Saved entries
▬▬▬▬▬▬

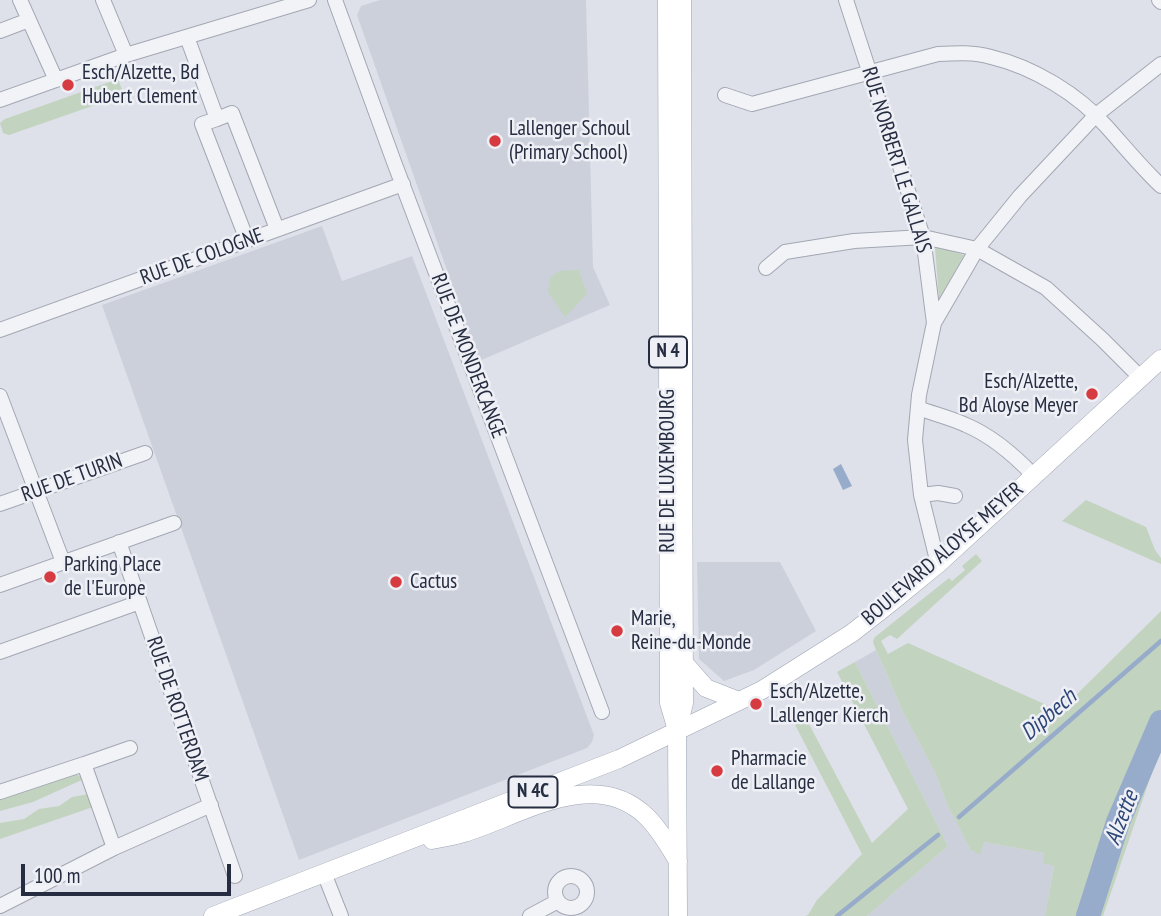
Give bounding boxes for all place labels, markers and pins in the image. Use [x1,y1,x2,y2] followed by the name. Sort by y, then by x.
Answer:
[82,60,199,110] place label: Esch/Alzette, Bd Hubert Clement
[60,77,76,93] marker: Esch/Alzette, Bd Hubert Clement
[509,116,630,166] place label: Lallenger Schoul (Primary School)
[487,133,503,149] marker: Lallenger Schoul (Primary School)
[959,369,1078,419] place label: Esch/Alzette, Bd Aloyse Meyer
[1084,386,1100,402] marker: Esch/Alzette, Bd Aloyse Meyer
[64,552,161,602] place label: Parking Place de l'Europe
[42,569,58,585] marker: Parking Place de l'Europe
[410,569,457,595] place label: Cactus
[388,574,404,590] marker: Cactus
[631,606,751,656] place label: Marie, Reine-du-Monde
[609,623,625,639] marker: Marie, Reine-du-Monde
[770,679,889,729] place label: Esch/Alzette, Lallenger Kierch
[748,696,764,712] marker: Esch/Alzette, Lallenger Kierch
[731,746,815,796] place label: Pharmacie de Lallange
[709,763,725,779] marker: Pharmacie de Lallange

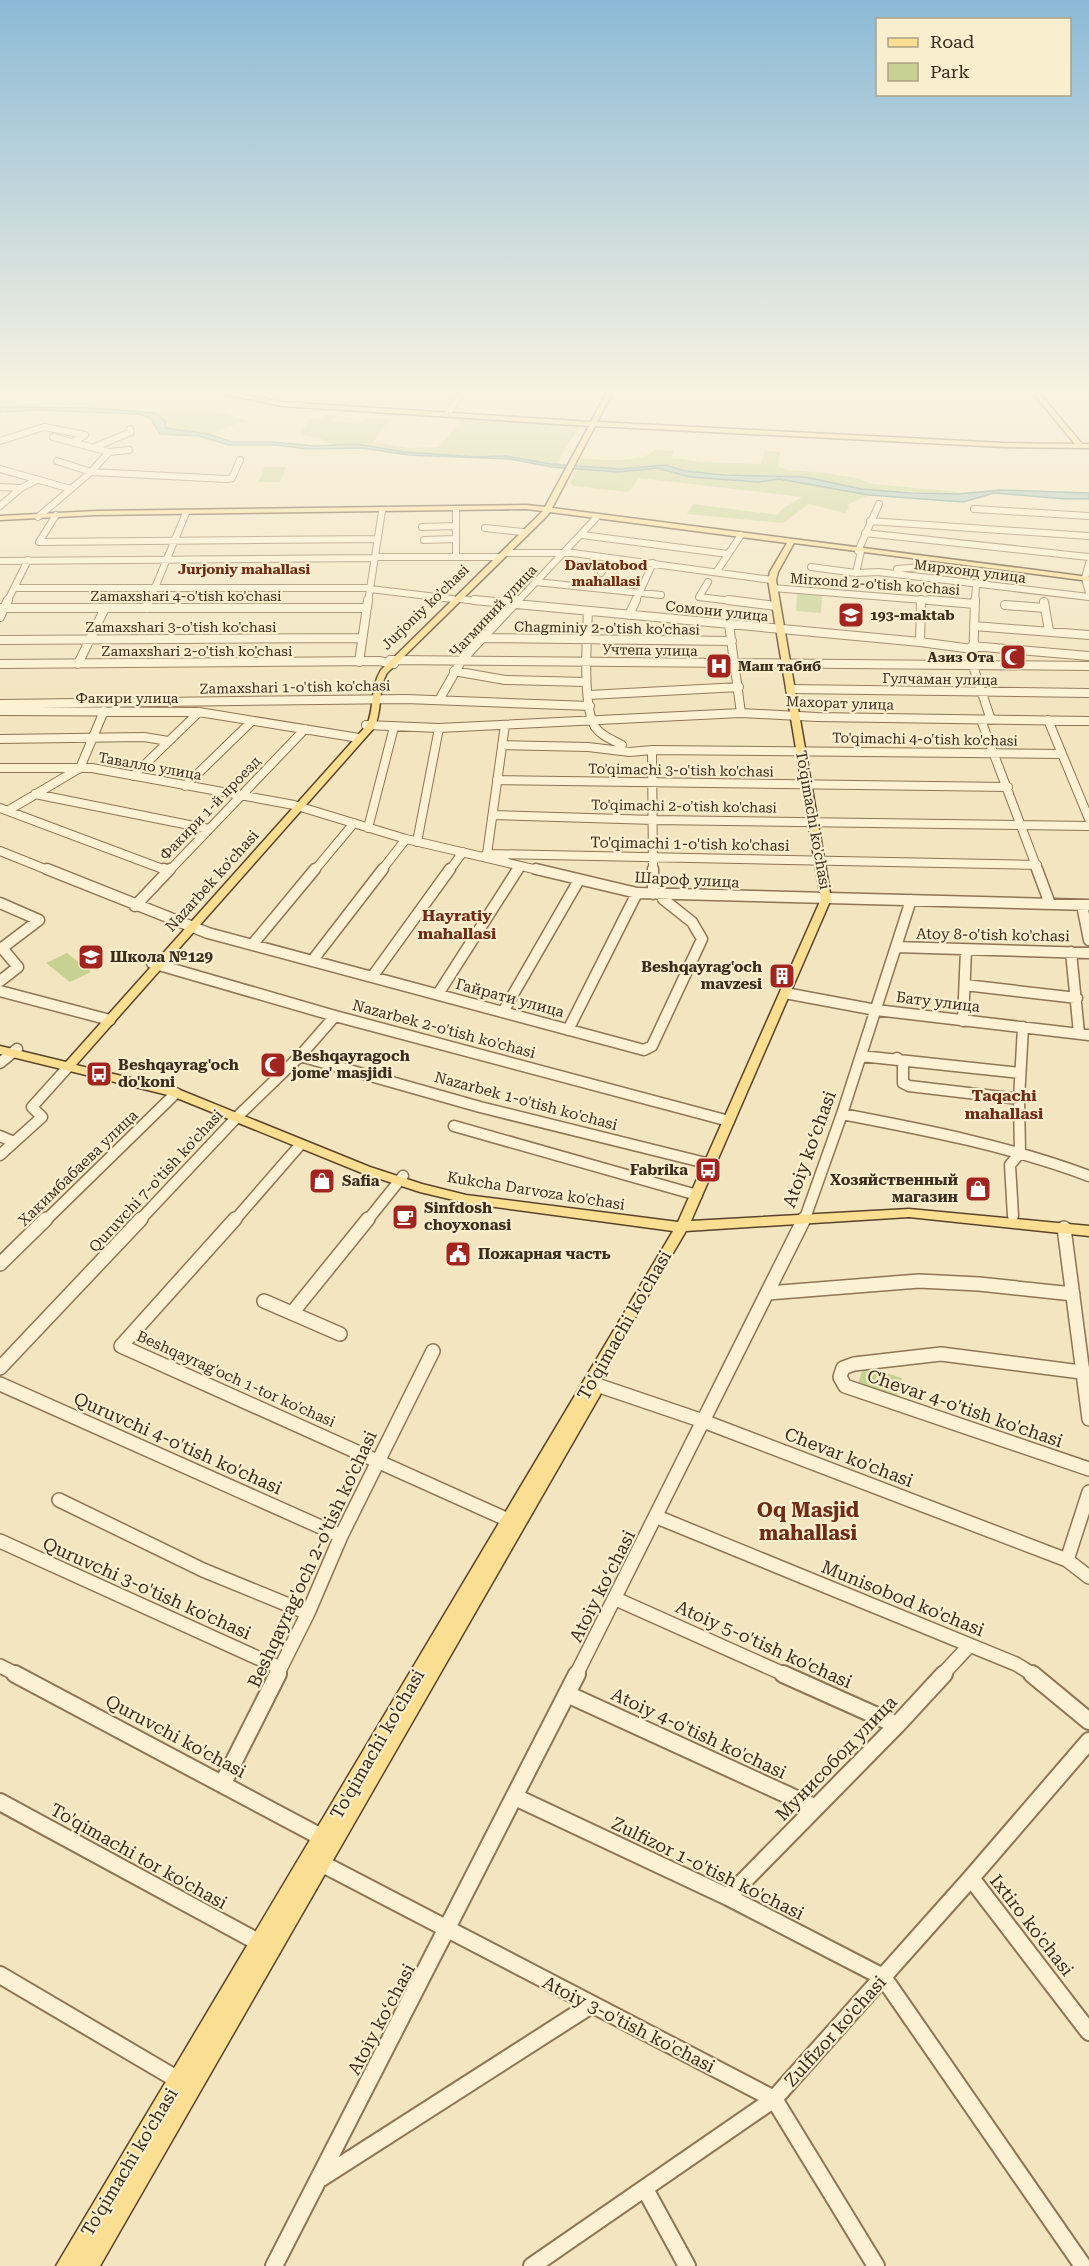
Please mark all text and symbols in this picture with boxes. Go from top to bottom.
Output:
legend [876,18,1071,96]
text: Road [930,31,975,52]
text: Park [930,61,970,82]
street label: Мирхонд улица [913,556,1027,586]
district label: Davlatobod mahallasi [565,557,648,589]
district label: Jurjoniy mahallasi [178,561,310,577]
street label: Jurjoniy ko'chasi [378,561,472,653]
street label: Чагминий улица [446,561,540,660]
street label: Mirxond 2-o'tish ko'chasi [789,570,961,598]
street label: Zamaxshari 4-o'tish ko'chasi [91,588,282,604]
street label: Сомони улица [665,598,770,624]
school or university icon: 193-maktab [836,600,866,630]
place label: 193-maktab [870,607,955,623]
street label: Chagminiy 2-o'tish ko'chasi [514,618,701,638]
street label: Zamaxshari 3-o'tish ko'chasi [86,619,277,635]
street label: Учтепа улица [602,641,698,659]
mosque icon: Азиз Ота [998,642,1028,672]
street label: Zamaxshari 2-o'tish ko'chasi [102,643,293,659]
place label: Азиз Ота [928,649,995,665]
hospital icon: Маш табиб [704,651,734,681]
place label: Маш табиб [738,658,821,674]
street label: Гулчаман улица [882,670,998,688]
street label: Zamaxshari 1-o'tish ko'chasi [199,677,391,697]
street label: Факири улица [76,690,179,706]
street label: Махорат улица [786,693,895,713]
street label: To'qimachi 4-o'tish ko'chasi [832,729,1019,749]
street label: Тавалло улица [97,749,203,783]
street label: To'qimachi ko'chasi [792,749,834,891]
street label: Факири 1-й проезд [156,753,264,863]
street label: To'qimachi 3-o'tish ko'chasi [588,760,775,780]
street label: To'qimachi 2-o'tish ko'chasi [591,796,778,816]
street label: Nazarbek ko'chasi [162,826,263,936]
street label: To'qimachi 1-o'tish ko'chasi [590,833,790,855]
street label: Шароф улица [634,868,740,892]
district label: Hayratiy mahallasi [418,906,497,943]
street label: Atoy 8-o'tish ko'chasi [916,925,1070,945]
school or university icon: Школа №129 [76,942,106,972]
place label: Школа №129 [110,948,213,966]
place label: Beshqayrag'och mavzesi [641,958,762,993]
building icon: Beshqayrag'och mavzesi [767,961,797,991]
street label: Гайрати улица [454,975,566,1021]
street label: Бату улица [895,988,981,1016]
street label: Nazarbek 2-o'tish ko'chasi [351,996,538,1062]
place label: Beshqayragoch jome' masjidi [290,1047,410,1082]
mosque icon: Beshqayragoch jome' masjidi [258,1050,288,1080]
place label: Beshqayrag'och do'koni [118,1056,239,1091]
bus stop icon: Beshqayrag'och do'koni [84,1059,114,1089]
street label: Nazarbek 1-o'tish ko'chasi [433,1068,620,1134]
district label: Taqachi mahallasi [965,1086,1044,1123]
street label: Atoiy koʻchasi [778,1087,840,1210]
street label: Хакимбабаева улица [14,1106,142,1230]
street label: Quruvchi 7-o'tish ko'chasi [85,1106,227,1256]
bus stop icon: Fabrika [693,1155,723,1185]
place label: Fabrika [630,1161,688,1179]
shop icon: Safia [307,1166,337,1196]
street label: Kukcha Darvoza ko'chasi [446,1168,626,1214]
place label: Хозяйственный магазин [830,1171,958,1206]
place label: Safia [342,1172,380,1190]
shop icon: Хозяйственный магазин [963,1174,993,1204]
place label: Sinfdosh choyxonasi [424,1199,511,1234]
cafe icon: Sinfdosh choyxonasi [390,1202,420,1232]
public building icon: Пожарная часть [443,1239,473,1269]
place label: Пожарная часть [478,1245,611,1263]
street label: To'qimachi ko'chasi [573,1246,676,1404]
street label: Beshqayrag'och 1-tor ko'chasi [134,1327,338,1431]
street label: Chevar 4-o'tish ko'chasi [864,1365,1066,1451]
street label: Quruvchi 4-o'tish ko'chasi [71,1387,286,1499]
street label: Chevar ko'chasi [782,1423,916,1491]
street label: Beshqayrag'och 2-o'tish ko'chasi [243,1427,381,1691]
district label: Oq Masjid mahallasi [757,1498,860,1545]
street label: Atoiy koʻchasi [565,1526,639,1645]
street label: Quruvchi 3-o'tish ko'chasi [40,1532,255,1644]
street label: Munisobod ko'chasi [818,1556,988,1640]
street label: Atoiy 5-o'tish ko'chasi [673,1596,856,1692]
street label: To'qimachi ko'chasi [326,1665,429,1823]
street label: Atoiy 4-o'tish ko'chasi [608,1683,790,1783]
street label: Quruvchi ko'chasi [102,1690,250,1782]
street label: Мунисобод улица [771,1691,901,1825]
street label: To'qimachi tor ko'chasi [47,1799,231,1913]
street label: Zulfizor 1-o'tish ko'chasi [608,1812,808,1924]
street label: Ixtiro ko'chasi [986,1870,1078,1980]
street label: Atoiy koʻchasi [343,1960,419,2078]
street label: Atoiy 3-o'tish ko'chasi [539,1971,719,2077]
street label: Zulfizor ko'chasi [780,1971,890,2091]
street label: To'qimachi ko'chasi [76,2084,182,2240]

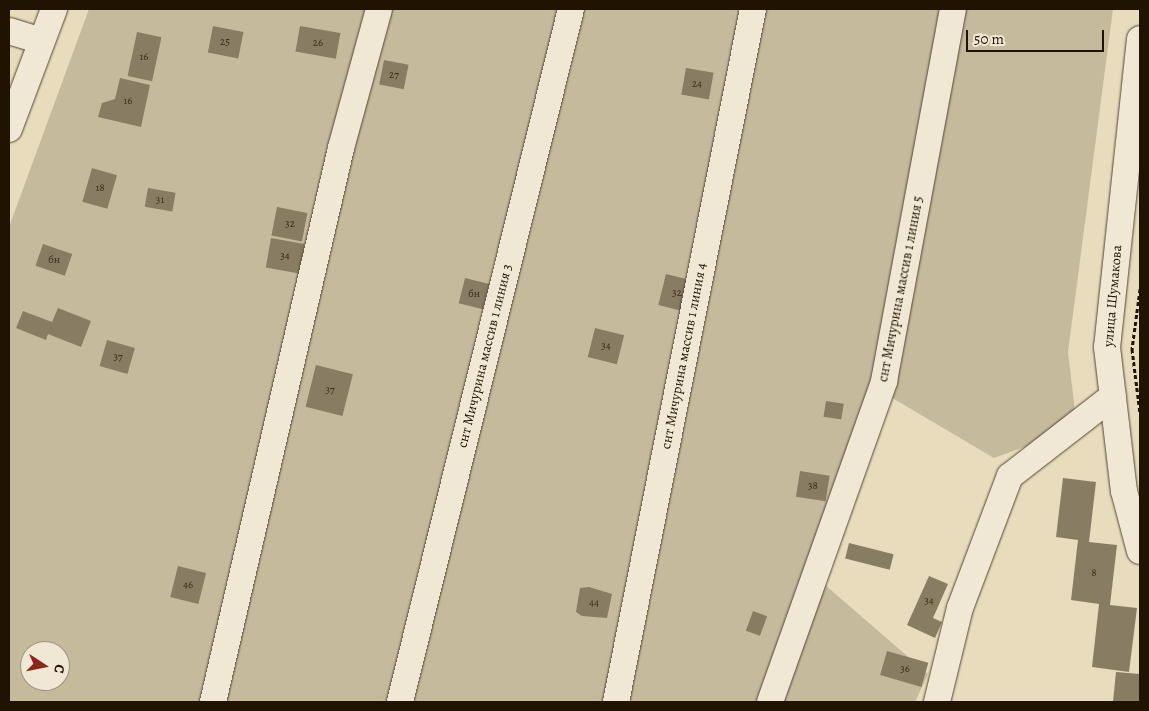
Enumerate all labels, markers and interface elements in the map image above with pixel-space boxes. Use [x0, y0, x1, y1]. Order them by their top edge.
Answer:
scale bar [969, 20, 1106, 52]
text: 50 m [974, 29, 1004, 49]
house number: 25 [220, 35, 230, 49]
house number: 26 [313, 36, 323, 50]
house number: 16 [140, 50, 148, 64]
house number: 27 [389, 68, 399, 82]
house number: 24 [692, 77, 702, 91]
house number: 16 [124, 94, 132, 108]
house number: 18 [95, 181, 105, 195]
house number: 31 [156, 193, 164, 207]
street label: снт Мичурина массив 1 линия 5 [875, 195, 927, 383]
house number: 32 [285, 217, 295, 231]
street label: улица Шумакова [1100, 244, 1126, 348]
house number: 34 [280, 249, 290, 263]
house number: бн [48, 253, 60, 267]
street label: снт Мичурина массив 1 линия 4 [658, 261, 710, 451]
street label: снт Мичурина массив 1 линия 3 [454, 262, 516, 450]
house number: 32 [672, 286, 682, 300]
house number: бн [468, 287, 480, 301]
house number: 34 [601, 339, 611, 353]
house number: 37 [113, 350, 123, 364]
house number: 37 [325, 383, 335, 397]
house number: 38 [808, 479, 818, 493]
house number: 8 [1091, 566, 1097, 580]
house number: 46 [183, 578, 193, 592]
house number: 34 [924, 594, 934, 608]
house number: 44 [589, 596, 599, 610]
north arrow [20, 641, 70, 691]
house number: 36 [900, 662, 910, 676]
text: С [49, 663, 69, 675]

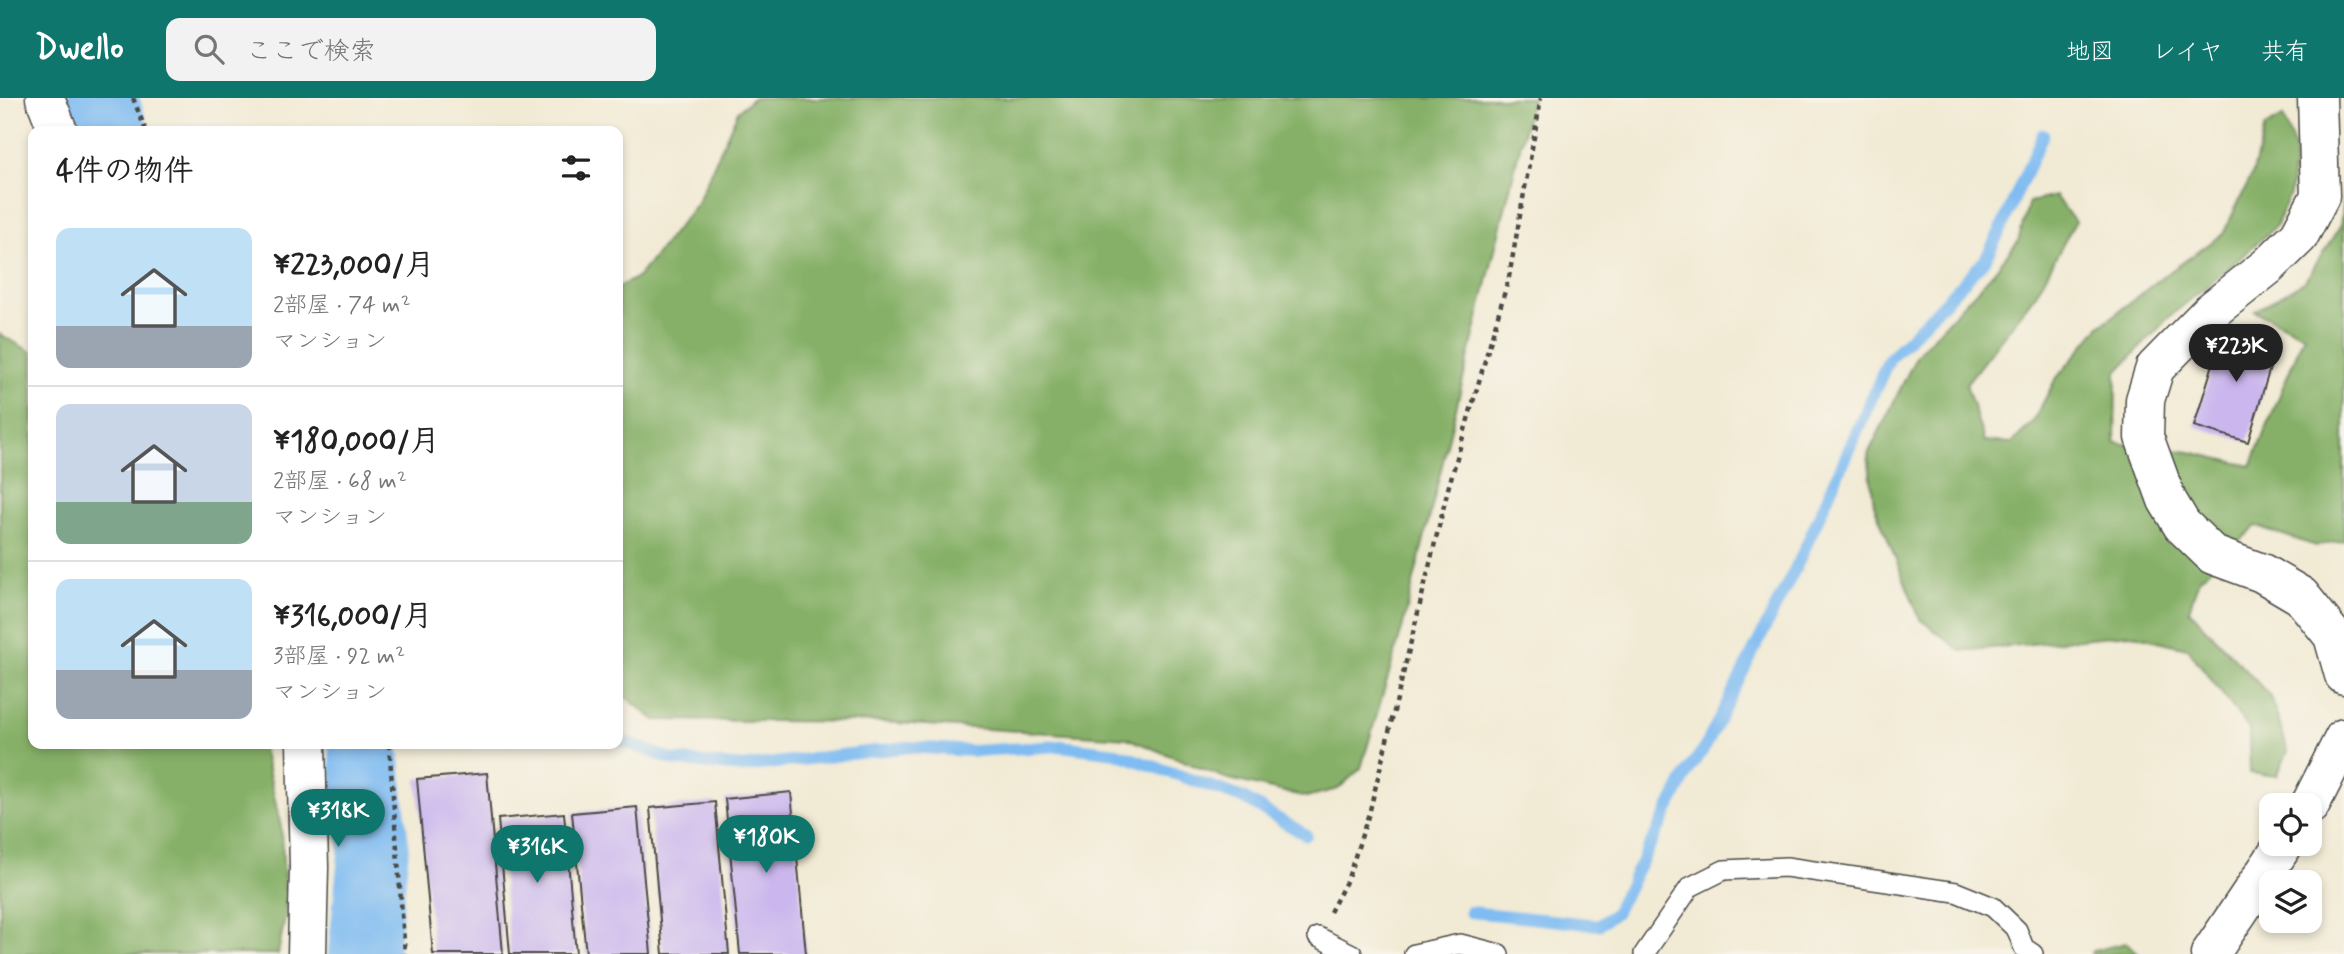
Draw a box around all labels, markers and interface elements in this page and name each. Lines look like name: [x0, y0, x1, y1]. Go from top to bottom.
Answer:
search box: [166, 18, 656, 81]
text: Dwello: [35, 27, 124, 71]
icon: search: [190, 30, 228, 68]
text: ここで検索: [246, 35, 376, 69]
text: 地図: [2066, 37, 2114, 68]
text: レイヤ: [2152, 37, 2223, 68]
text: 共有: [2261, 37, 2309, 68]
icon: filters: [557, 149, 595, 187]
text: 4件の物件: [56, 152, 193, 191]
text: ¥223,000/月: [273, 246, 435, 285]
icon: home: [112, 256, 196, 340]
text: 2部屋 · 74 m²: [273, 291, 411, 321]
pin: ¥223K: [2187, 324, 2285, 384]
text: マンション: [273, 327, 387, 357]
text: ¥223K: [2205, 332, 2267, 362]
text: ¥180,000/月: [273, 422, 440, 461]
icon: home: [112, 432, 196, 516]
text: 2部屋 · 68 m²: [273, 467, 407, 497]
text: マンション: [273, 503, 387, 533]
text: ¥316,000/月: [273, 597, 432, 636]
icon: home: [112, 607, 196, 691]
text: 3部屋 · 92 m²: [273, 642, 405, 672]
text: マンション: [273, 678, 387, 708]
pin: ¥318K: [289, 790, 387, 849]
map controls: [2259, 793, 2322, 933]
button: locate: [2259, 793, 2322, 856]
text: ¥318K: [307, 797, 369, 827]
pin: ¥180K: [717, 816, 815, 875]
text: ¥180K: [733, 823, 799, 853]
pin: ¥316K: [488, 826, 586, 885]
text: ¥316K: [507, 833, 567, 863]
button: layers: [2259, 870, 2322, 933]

▬▬▬▬▬▬

▶ _Task description_:
Give the number of lines above in which the word "Zulfizor" appears, and nothing more.

▶ _Solution for this task_:
2